DJ I hope you can help? I am experiencing major problems with the reliability of the serial link that concerns me a lot, as it stands the problem is bad enough to undermine all my work (over the last year) on utilizing the v4 for the ALTAIR robots.
The new ALTAIR heads have multiple PICs that all report back to a Master PIC which itself communicates with the v4. On testing I keep noticing the v4 drops out randomly and also breaks all serial comms at random times. In an attempt to discover the problem, I shut down all the interrupts buzzing around the PIC network, so that the Master was just (simply) communicating with the v4 with no external interrupts. I then ran some simple code that just sends 3 bytes to the v4 (every 100mS) then increments the bytes and so on. At the v4 end it just looks for the 3 bytes in the buffer reads them and increment a $times counter. What happens is that the v4 just breaks serial comms or has byte read errors at random times.

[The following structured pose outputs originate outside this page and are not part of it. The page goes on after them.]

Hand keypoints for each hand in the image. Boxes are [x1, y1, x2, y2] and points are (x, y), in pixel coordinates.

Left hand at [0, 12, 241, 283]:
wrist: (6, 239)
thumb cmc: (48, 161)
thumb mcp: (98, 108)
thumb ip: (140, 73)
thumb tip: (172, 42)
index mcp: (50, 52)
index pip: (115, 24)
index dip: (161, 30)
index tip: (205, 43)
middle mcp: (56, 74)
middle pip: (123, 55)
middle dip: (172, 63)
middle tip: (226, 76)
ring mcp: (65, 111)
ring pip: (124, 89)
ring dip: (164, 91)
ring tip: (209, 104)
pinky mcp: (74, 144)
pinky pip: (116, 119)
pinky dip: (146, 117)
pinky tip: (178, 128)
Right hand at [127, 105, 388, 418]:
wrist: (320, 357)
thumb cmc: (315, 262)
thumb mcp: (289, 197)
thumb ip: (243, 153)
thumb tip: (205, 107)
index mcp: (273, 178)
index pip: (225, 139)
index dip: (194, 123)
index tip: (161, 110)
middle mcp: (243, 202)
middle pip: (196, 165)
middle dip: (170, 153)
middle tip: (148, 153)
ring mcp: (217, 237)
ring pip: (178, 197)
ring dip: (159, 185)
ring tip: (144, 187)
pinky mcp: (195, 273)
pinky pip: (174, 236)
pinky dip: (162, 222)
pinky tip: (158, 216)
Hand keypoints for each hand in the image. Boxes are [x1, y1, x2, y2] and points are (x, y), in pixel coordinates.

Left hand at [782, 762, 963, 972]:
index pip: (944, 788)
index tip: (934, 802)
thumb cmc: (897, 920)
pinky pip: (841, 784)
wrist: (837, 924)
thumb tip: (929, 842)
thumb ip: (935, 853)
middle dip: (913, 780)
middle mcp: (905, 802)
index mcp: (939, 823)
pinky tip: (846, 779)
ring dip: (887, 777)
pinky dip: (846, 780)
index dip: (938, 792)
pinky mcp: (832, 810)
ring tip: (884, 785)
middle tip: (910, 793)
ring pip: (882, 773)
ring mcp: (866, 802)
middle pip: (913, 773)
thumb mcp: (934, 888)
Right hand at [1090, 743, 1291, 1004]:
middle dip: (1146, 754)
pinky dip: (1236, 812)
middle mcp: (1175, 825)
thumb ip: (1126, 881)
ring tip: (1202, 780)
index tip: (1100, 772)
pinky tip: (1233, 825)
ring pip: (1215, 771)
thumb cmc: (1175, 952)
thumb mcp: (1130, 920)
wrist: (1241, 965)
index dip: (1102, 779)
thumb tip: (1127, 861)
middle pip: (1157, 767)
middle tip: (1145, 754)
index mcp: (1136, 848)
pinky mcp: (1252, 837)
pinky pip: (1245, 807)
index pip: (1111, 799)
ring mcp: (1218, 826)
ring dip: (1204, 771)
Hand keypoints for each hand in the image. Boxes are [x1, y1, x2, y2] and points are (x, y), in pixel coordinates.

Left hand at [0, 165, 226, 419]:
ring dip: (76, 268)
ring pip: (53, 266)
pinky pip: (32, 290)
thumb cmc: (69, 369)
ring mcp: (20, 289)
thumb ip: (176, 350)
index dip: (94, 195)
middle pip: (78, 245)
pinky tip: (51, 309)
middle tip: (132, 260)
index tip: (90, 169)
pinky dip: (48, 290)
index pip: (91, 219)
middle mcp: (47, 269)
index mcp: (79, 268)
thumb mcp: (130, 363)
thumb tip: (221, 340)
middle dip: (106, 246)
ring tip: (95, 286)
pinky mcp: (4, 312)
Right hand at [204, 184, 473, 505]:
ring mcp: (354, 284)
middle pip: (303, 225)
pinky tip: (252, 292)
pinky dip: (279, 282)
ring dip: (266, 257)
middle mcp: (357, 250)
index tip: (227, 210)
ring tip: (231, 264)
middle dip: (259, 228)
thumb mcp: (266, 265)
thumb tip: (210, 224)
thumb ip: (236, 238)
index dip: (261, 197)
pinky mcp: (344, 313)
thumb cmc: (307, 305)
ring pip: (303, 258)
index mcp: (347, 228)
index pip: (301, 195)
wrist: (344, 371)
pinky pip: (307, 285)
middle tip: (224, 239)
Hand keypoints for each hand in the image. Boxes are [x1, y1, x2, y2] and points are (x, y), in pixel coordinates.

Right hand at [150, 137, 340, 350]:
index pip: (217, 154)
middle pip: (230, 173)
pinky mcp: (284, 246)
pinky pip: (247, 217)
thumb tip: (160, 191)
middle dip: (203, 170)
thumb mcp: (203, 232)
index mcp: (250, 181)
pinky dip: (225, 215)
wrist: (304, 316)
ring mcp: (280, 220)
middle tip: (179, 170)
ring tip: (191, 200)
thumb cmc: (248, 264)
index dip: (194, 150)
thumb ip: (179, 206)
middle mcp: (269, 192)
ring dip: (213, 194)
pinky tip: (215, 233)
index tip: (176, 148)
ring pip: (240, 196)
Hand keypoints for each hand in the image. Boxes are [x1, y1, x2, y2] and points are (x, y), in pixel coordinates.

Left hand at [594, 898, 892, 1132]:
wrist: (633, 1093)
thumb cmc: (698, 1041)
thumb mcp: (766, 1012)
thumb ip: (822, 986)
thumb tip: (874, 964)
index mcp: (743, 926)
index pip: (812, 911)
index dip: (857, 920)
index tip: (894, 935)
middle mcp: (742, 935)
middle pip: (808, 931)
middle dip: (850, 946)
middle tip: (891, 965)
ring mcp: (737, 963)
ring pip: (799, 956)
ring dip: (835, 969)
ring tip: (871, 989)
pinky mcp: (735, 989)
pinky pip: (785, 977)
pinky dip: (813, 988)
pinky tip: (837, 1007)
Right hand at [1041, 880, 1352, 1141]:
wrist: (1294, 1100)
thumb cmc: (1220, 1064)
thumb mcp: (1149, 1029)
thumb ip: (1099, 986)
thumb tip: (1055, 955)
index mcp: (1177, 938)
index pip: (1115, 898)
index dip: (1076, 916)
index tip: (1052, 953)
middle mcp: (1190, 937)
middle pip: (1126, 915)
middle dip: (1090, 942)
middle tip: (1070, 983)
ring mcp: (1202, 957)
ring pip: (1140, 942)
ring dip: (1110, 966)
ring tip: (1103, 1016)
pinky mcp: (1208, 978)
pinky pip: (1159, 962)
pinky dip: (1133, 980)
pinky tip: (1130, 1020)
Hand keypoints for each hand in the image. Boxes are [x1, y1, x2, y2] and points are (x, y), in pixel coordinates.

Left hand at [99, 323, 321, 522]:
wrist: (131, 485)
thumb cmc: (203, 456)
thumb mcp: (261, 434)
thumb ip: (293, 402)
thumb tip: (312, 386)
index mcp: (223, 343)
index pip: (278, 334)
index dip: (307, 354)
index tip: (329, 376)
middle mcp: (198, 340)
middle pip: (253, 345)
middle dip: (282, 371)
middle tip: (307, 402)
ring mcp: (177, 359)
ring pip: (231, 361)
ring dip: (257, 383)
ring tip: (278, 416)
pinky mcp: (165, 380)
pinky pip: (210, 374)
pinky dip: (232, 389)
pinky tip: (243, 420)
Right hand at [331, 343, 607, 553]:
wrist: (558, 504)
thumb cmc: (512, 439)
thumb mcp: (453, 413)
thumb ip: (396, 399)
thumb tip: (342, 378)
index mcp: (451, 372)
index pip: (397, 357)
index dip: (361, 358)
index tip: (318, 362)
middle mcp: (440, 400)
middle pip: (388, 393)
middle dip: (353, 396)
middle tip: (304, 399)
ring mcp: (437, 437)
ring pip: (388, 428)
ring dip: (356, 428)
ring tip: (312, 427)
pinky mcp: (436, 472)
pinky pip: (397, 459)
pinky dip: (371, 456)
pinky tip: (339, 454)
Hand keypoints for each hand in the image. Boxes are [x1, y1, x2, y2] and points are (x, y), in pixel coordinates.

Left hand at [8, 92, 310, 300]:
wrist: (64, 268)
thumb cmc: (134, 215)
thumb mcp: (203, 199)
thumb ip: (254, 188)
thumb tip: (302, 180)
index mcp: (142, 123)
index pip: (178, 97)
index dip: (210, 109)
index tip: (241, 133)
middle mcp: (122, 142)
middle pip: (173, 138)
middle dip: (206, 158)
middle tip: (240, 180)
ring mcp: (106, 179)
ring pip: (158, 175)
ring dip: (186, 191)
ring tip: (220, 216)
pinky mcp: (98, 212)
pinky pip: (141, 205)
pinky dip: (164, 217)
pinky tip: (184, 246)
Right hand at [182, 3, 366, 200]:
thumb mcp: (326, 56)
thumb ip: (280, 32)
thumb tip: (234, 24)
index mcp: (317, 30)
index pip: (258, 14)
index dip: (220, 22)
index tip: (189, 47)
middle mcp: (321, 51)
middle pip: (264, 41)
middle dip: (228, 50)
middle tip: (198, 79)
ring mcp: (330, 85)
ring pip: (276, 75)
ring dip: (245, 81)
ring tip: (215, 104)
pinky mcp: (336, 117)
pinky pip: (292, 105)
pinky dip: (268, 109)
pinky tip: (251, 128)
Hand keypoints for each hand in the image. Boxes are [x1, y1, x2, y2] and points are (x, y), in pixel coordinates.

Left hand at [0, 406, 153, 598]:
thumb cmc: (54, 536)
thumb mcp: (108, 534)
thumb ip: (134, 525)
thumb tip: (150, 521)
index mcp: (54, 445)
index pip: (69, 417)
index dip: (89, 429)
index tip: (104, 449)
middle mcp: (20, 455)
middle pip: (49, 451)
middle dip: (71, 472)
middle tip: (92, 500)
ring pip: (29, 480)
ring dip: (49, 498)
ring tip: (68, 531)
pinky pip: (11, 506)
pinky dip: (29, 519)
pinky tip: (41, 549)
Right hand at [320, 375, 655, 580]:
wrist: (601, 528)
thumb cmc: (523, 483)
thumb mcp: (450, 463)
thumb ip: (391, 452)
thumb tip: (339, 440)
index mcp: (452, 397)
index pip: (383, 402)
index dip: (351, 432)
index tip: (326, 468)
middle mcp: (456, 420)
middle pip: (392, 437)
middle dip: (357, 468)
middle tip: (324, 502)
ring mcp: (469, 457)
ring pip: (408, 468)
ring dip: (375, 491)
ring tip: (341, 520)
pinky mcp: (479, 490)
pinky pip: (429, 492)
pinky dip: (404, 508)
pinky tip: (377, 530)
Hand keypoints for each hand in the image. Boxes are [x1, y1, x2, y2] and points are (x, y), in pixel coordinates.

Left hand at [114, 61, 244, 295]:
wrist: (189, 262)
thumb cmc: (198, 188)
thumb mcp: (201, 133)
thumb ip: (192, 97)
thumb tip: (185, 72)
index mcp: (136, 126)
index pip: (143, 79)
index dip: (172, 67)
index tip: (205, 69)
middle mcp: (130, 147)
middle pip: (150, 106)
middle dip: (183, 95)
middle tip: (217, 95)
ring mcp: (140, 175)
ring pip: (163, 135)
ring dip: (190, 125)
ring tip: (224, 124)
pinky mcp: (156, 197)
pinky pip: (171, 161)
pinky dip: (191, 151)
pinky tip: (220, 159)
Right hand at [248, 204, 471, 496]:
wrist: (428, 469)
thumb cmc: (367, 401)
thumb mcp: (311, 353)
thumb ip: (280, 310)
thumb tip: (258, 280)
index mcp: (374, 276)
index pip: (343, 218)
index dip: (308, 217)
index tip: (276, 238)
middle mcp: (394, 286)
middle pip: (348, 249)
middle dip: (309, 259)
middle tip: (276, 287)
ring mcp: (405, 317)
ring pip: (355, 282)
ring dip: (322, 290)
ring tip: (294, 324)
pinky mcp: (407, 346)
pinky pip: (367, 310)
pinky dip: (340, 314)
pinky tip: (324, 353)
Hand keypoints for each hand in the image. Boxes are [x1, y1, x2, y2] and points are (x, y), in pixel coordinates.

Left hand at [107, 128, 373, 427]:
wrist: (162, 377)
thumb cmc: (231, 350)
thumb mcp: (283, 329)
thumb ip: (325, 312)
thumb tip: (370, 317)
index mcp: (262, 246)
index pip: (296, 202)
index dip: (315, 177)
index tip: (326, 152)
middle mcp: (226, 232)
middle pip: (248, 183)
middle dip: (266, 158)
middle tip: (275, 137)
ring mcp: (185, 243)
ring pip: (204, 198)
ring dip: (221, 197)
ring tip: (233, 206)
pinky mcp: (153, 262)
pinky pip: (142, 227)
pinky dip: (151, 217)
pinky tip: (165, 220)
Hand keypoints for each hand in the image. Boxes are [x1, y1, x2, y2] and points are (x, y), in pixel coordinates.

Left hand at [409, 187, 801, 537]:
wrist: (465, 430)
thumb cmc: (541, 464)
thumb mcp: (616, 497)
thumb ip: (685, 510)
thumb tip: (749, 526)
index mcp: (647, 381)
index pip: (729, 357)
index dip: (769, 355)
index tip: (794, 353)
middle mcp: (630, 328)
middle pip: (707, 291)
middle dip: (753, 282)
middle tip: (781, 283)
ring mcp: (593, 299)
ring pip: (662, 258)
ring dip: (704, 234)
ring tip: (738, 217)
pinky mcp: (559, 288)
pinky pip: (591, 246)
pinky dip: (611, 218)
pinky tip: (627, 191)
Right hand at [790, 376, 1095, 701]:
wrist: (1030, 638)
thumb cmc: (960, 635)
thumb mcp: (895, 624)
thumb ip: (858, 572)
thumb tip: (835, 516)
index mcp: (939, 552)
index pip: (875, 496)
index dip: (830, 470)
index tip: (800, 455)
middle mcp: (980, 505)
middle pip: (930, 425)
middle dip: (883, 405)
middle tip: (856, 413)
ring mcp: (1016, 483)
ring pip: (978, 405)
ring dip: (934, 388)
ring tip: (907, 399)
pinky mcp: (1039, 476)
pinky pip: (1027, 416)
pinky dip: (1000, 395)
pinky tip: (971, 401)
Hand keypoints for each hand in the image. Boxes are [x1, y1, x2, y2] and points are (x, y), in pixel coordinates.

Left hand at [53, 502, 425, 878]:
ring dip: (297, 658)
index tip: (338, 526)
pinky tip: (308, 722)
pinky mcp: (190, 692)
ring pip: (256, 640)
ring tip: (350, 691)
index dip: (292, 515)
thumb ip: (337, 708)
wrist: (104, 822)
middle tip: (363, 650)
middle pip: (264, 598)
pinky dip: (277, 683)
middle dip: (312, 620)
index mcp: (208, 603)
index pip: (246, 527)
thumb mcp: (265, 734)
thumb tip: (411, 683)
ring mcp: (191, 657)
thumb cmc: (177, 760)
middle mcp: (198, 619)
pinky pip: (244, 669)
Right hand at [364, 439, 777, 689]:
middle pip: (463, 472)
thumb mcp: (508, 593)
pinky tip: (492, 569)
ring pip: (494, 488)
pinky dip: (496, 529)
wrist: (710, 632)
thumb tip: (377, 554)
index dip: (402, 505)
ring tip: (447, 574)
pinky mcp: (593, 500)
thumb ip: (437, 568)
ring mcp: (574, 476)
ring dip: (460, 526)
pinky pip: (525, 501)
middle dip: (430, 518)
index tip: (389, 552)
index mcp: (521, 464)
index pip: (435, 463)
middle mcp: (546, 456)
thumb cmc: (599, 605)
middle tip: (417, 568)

When the fault occurs serial comms completely stop and it is necessary to stop the script and start it again. I have found this happens when I put a static "3" in the UartAvailable line (for example if UartAvailable(0,0) = 3), but this should not be a problem as the v4 is only ever going to get an isolated packet of 3 bytes? To get around this if I change the static "3" to ">= 2" (for example if UartAvailable(0,0) >= 2) then the comms does not stop or error (so much), but of course this means that a packet misread has occurred and the buffer has accepted a 2 byte packet which means we have lost a byte.
From my tests, in general it looks like the bytes available error occurs once in roughly 100 packet sends and a byte error (data byte read incorrectly) occurs around once every 250 packet sends. Below is a screen dump from one test which shows the errors from just over 1600 packet sends.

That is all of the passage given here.